Append existing excel sheet with new dataframe using python pandas

Tags:

I currently have this code. It works perfectly.

It loops through excel files in a folder, removes the first 2 rows, then saves them as individual excel files, and it also saves the files in the loop as an appended file.

Currently the appended file overwrites the existing file each time I run the code.
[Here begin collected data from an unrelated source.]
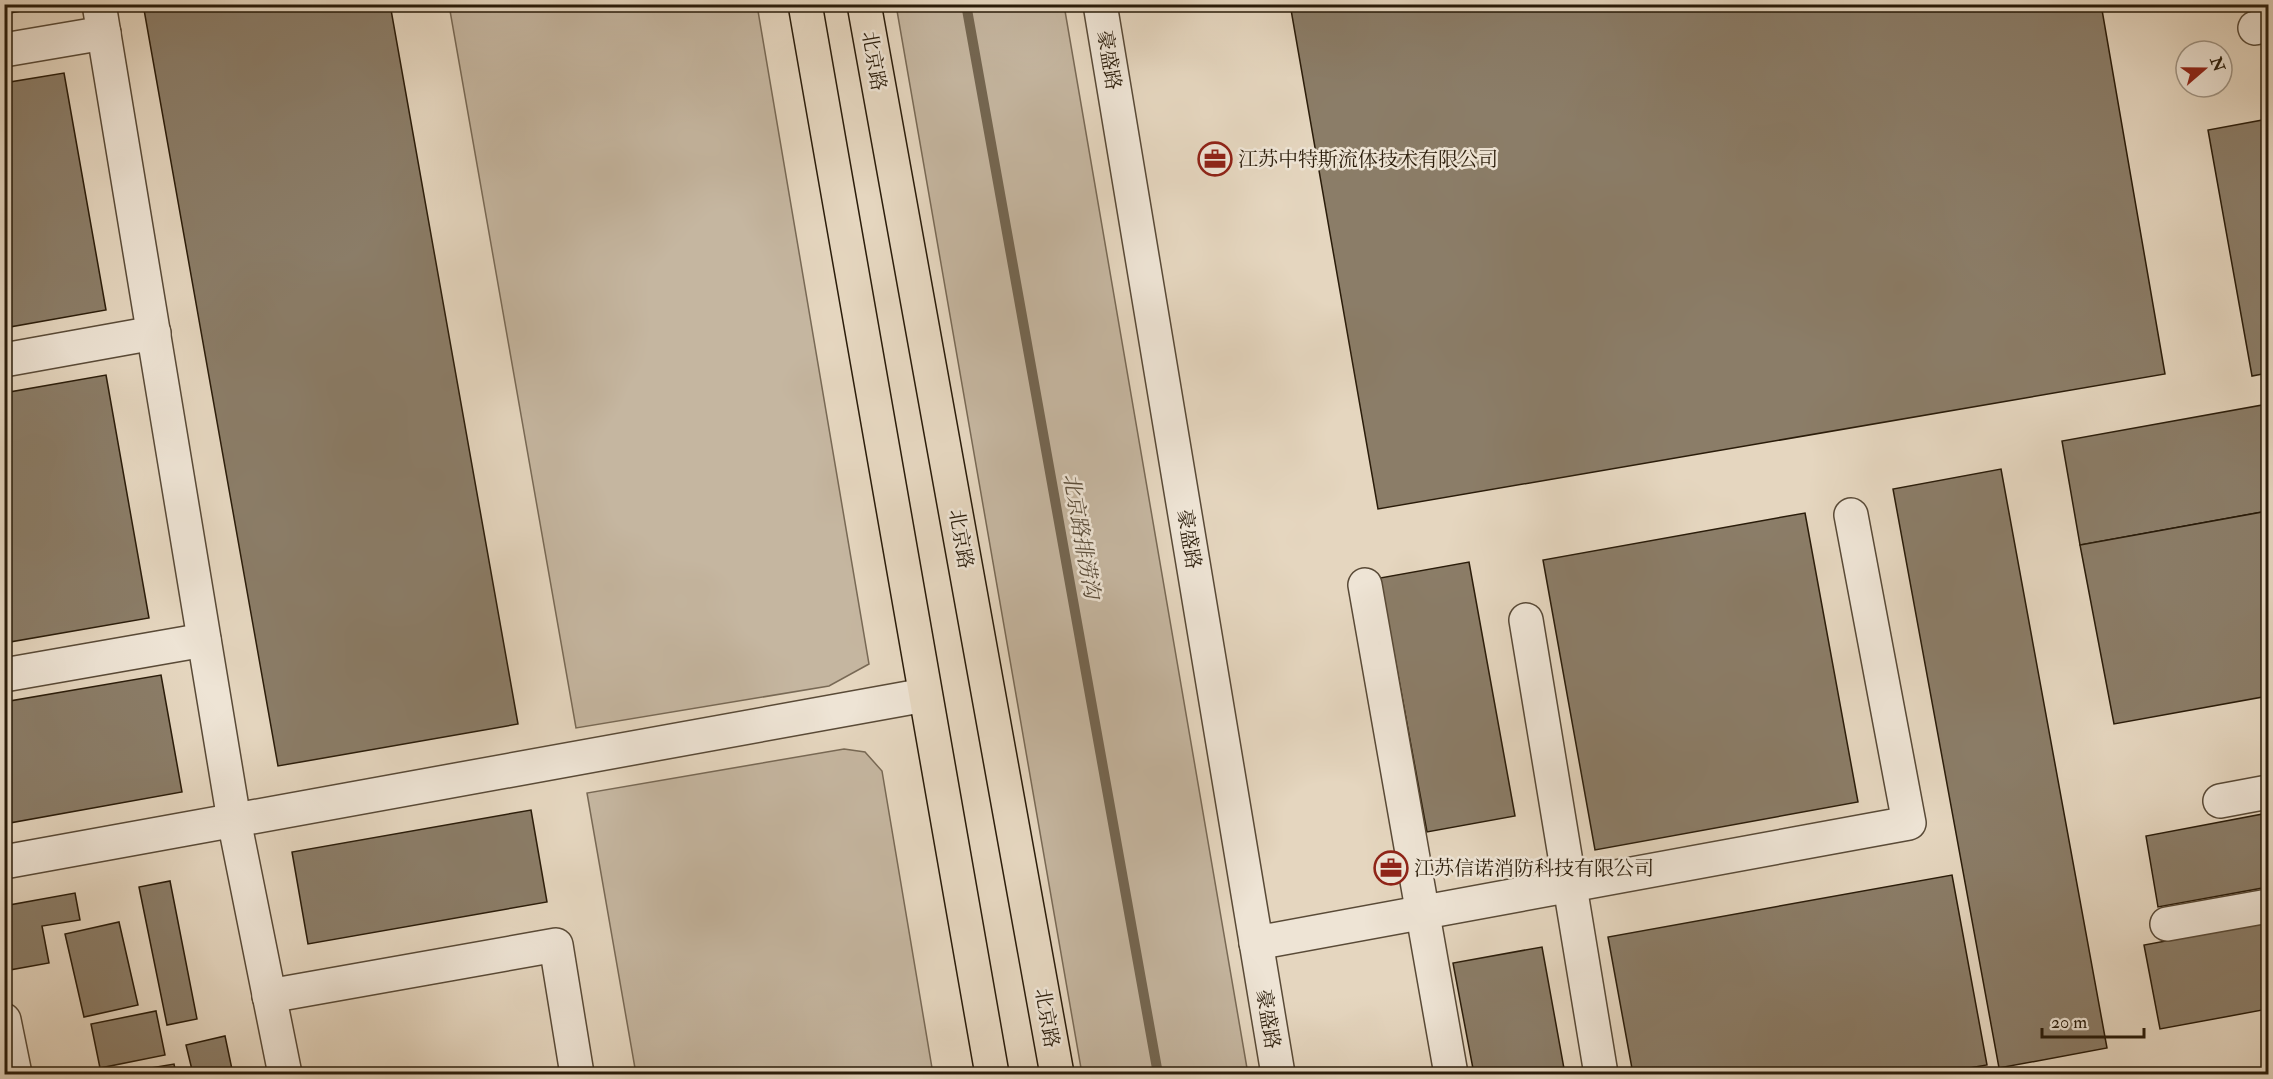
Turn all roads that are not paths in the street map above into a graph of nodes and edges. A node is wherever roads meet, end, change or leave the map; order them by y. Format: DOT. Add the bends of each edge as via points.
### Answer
graph roads {
  1 [pos="805,4"];
  2 [pos="864,4"];
  3 [pos="1100,4"];
  4 [pos="101,19"];
  5 [pos="4,50"];
  6 [pos="154,333"];
  7 [pos="4,360"];
  8 [pos="1851,514"];
  9 [pos="1365,585"];
  10 [pos="1526,620"];
  11 [pos="204,640"];
  12 [pos="4,675"];
  13 [pos="925,695"];
  14 [pos="2268,792"];
  15 [pos="2220,801"];
  16 [pos="234,820"];
  17 [pos="4,862"];
  18 [pos="1570,885"];
  19 [pos="2268,906"];
  20 [pos="1422,912"];
  21 [pos="2167,924"];
  22 [pos="1256,943"];
  23 [pos="269,996"];
  24 [pos="4,1020"];
  25 [pos="15,1074"];
  26 [pos="285,1074"];
  27 [pos="577,1074"];
  28 [pos="992,1074"];
  29 [pos="1057,1074"];
  30 [pos="1278,1074"];
  31 [pos="1451,1074"];
  32 [pos="1601,1074"];
  1 -- 13 [label="main road"];
  2 -- 29 [label="main road, 北京路"];
  3 -- 22 [label="lane, 豪盛路"];
  4 -- 5 [label="lane"];
  4 -- 6 [label="lane"];
  6 -- 7 [label="lane"];
  6 -- 11 [label="lane"];
  8 -- 18 [label="lane" via="1909,823"];
  9 -- 20 [label="lane"];
  10 -- 18 [label="lane"];
  11 -- 12 [label="lane"];
  11 -- 16 [label="lane"];
  13 -- 16 [label="lane"];
  13 -- 28 [label="main road"];
  14 -- 15 [label="lane"];
  16 -- 17 [label="lane"];
  16 -- 23 [label="lane"];
  18 -- 20 [label="lane"];
  18 -- 32 [label="lane"];
  19 -- 21 [label="lane"];
  20 -- 22 [label="lane"];
  20 -- 31 [label="lane"];
  22 -- 30 [label="lane, 豪盛路"];
  23 -- 26 [label="lane"];
  23 -- 27 [label="lane" via="556,945"];
  24 -- 25 [label="lane"];
}
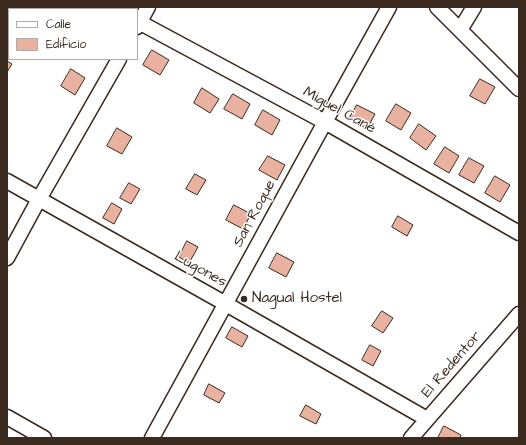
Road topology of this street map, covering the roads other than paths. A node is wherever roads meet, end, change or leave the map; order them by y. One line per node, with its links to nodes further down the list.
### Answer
1 (148, 7): 5 (street)
2 (389, 7): 9 (street, San Roque)
3 (437, 7): 6 (street)
4 (474, 7): 6 (street)
5 (138, 24): 9 (street, Miguel Cané)
6 (460, 30): 8 (street)
7 (118, 60): 11 (street)
8 (519, 89)
9 (325, 122): 12 (street, Miguel Cané); 14 (street, San Roque)
10 (7, 181): 11 (street, Lugones)
11 (39, 199): 13 (street); 14 (street, Lugones)
12 (519, 233)
13 (7, 258)
14 (226, 304): 17 (street, Lugones); 19 (street, San Roque)
15 (519, 314): 17 (street, El Redentor)
16 (7, 417): 18 (street)
17 (427, 419): 20 (street, El Redentor)
18 (44, 438)
19 (152, 438)
20 (411, 438)

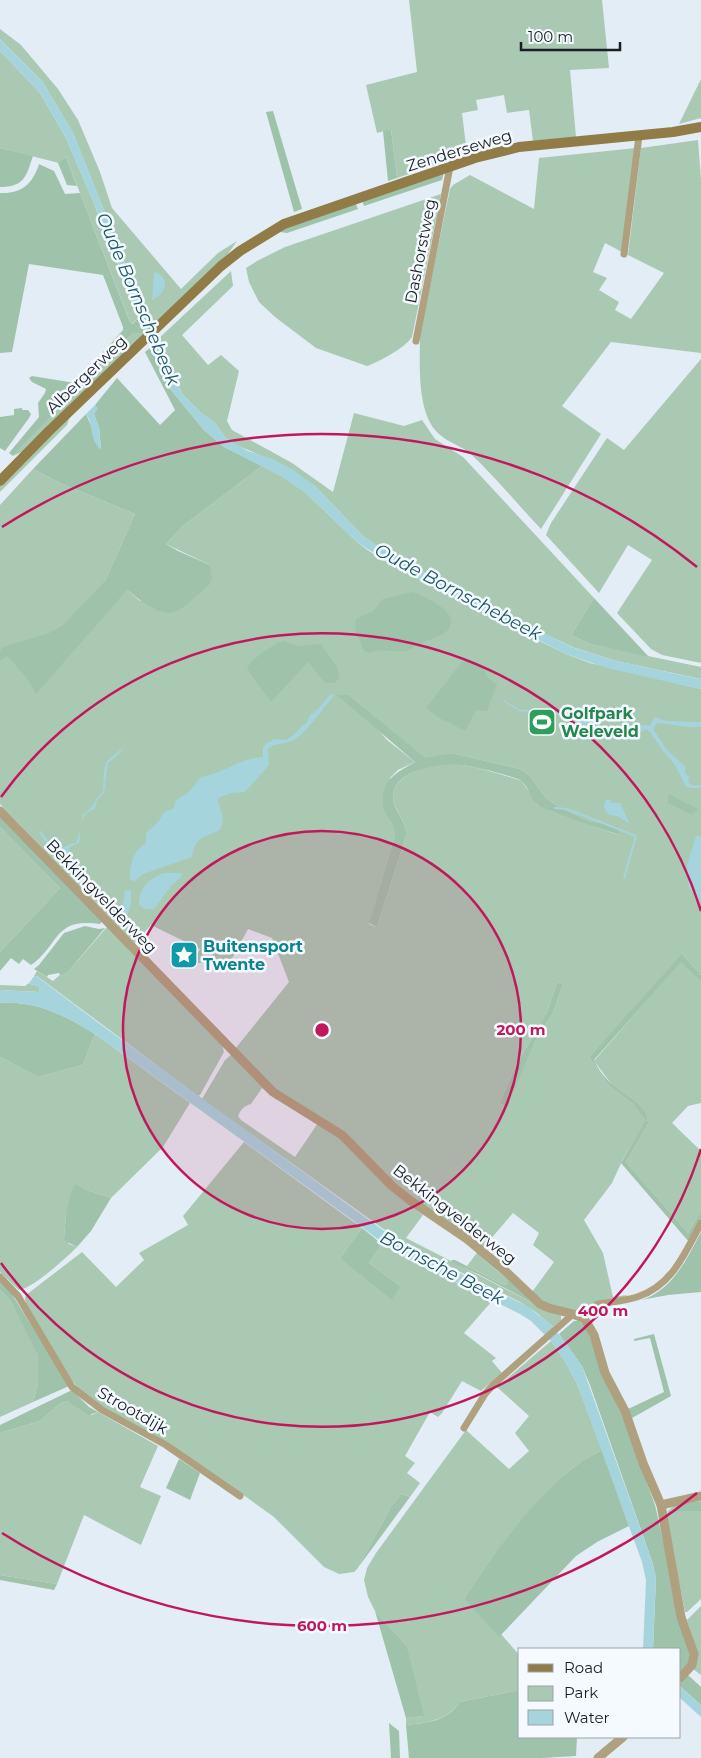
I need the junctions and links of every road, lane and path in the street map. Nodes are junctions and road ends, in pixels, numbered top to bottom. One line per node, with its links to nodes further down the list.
1 (701, 127): 2 (main road, Zenderseweg)
2 (639, 136): 3 (main road, Zenderseweg); 5 (street)
3 (450, 167): 4 (main road, Zenderseweg); 6 (street, Dashorstweg)
4 (265, 234): 7 (main road, Albergerweg)
5 (624, 254)
6 (416, 341)
7 (0, 481)
8 (0, 811): 11 (street, Bekkingvelderweg)
9 (701, 1223): 12 (street)
10 (0, 1277): 14 (street, Strootdijk)
11 (573, 1314): 12 (street, Bekkingvelderweg); 13 (street)
12 (583, 1318): 16 (street)
13 (464, 1428)
14 (240, 1496)
15 (701, 1496): 16 (street)
16 (661, 1505): 17 (street)
17 (681, 1677)
18 (622, 1738): 19 (street)
19 (598, 1758)

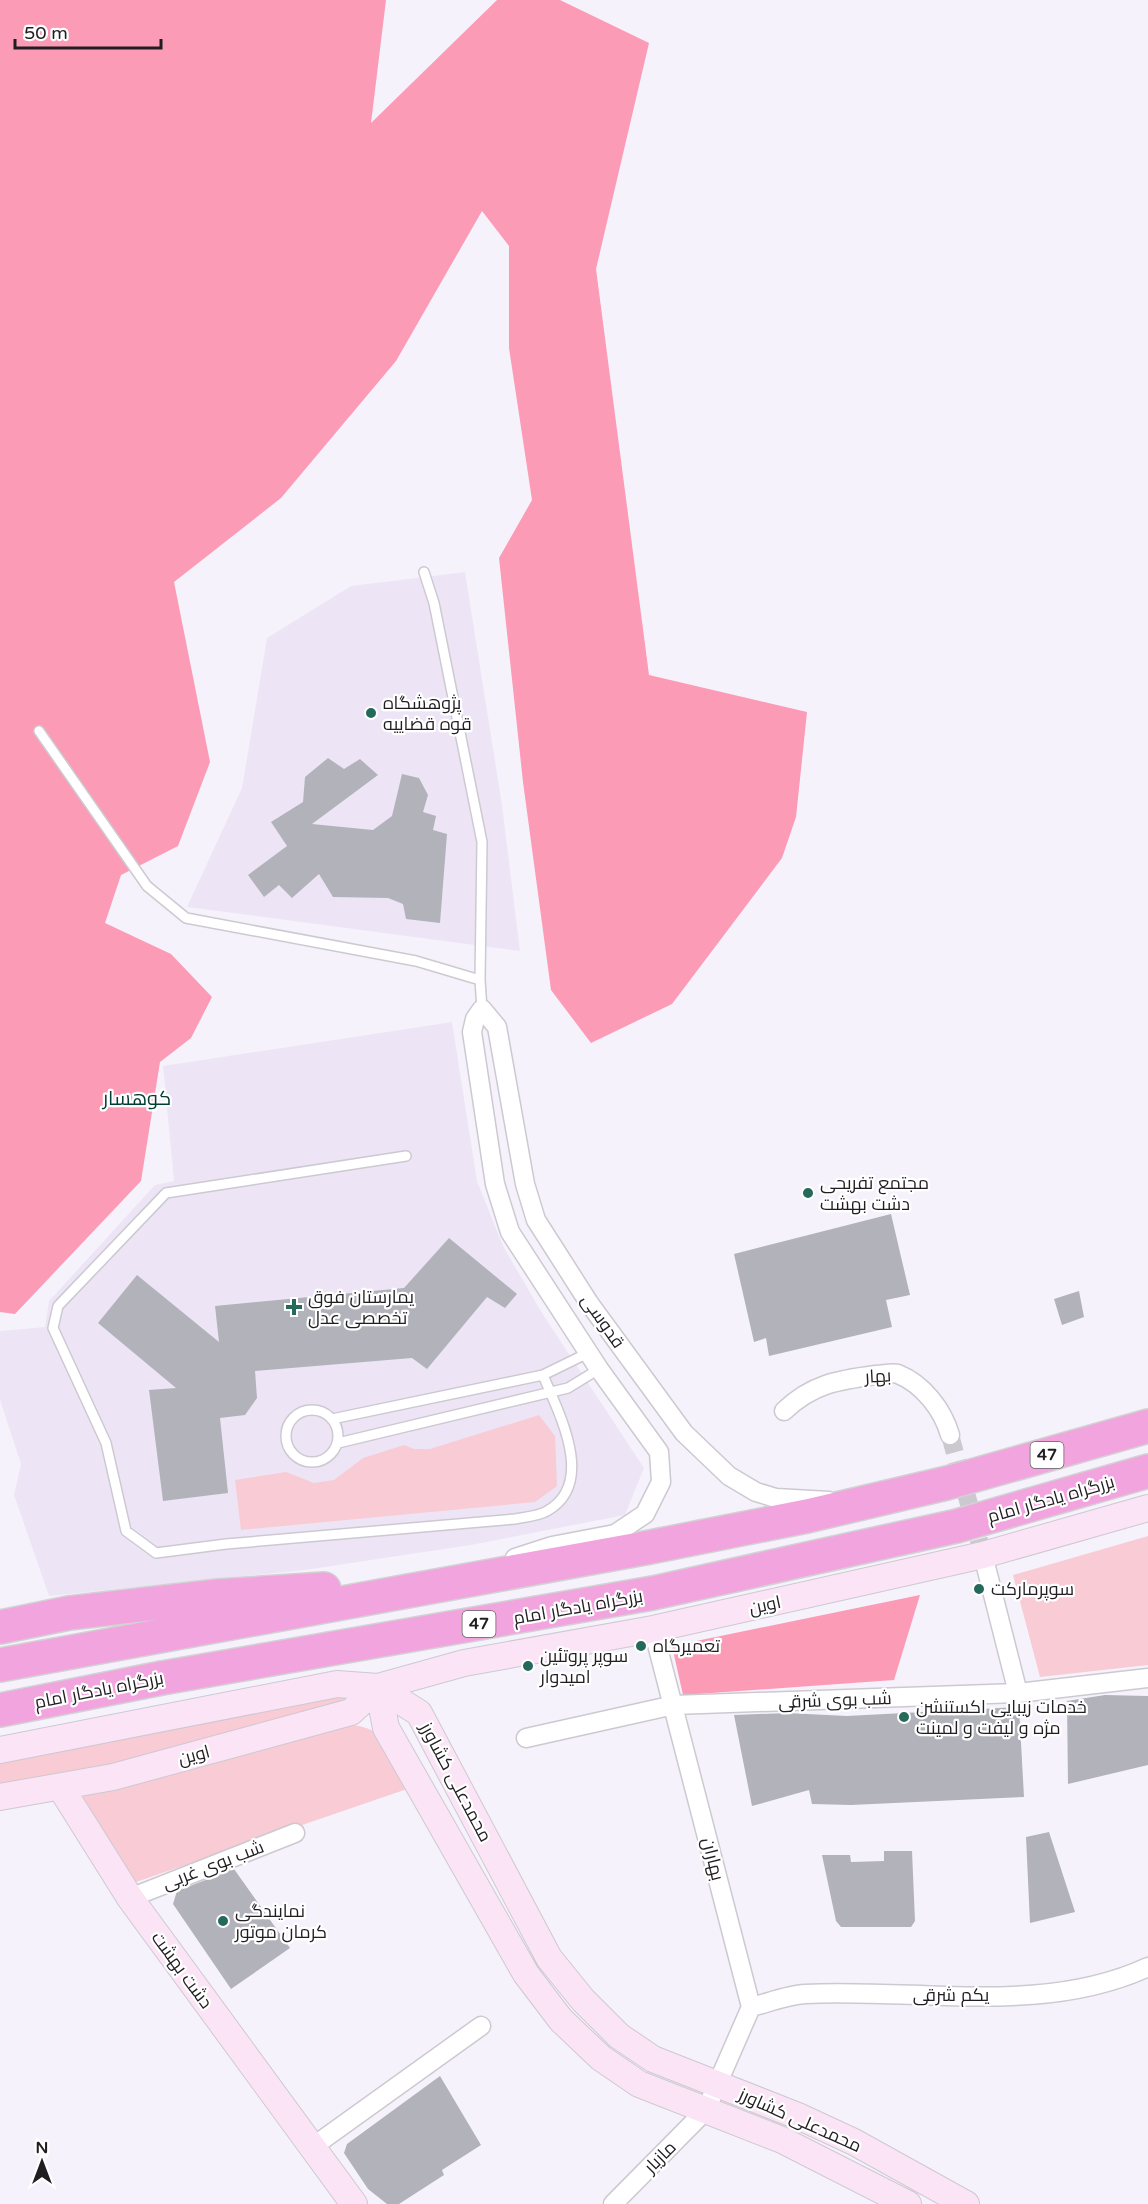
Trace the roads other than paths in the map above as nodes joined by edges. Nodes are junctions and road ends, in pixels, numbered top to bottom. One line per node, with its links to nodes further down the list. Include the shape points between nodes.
1 (424, 572): 3 (lane, via 434,603 482,842)
2 (39, 731): 3 (lane, via 147,886 186,918 416,962)
3 (480, 980): 4 (lane)
4 (482, 1009): 6 (street, via 472,1032 495,1185 510,1232); 13 (street, قدوسی, via 497,1027 525,1184 536,1220 589,1303)
5 (406, 1156): 9 (lane, via 166,1193 58,1306 53,1328 106,1443 126,1532 156,1553 515,1519 546,1512 570,1484 571,1456 566,1426)
6 (588, 1353): 7 (street); 8 (lane)
7 (599, 1370): 9 (lane, via 568,1388); 16 (street)
8 (543, 1375): 9 (lane); 11 (lane)
9 (550, 1392): 15 (lane)
10 (784, 1411): 14 (street, بهار, via 801,1395 839,1379 896,1373 922,1387)
11 (332, 1419): 15 (lane); 15 (lane, via 317,1410 299,1413 287,1426 286,1444 297,1458 313,1463 328,1457)
12 (1148, 1426): 18 (highway, 47)
13 (684, 1433): 16 (street); 18 (street, قدوسی, via 729,1476 756,1492 776,1498)
14 (951, 1435)
15 (338, 1443)
16 (659, 1452): 21 (street, via 662,1482 645,1514 615,1534 552,1546 508,1561)
17 (1148, 1471): 30 (highway, بزرگراه یادگار امام / 47, via 957,1526 699,1584)
18 (866, 1503): 21 (highway, 47)
19 (1148, 1508): 20 (main road, اوین)
20 (983, 1555): 24 (main road, اوین); 28 (street)
21 (472, 1580): 22 (highway, 47)
22 (404, 1592): 23 (highway, via 292,1590 69,1613); 25 (highway, 47)
23 (0, 1627)
24 (653, 1629): 27 (main road, اوین, via 464,1663); 29 (street, بهاران)
25 (0, 1665)
26 (1148, 1678): 28 (street, شب بوی شرقی)
27 (378, 1687): 32 (main road, اوین, via 337,1684); 33 (main road, اوین, via 351,1712); 40 (main road, محمدعلی کشاورز, via 419,1713 549,1958 583,2000 619,2036 653,2059); 41 (main road, محمدعلی کشاورز, via 386,1728 535,1987 561,2020 601,2058 639,2084)
28 (1018, 1693): 29 (street, شب بوی شرقی)
29 (674, 1705): 31 (street, شب بوی شرقی); 38 (street, بهاران)
30 (0, 1710)
31 (526, 1738)
32 (0, 1749)
33 (61, 1788): 34 (main road, اوین); 36 (main road, دشت بهشت)
34 (0, 1797)
35 (295, 1833): 36 (street, شب بوی غربی)
36 (130, 1898): 42 (main road, دشت بهشت)
37 (1148, 1966): 38 (street, یکم شرقی, via 1072,1992 802,1994)
38 (751, 2007): 40 (street)
39 (481, 2026): 42 (street)
40 (716, 2084): 41 (street); 46 (main road, محمدعلی کشاورز, via 855,2142)
41 (706, 2110): 43 (main road, محمدعلی کشاورز, via 782,2140); 45 (street, مازیار)
42 (311, 2148): 44 (main road, دشت بهشت)
43 (896, 2201)
44 (354, 2204)
45 (613, 2204)
46 (966, 2204)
I need to append the new data to the bottom of the already existing excel sheet ('master_data.xlsx)

dfList = []
path = 'C:\\Test\\TestRawFile' 
newpath = 'C:\\Path\\To\\New\\Folder'

for fn in os.listdir(path): 
  # Absolute file path
  file = os.path.join(path, fn)
  if os.path.isfile(file): 
    # Import the excel file and call it xlsx_file 
    xlsx_file = pd.ExcelFile(file) 
    # View the excel files sheet names 
    xlsx_file.sheet_names 
    # Load the xlsx files Data sheet as a dataframe 
    df = xlsx_file.parse('Sheet1',header= None) 
    df_NoHeader = df[2:] 
    data = df_NoHeader 
    # Save individual dataframe
    data.to_excel(os.path.join(newpath, fn))

    dfList.append(data) 

appended_data = pd.concat(dfList)
appended_data.to_excel(os.path.join(newpath, 'master_data.xlsx'))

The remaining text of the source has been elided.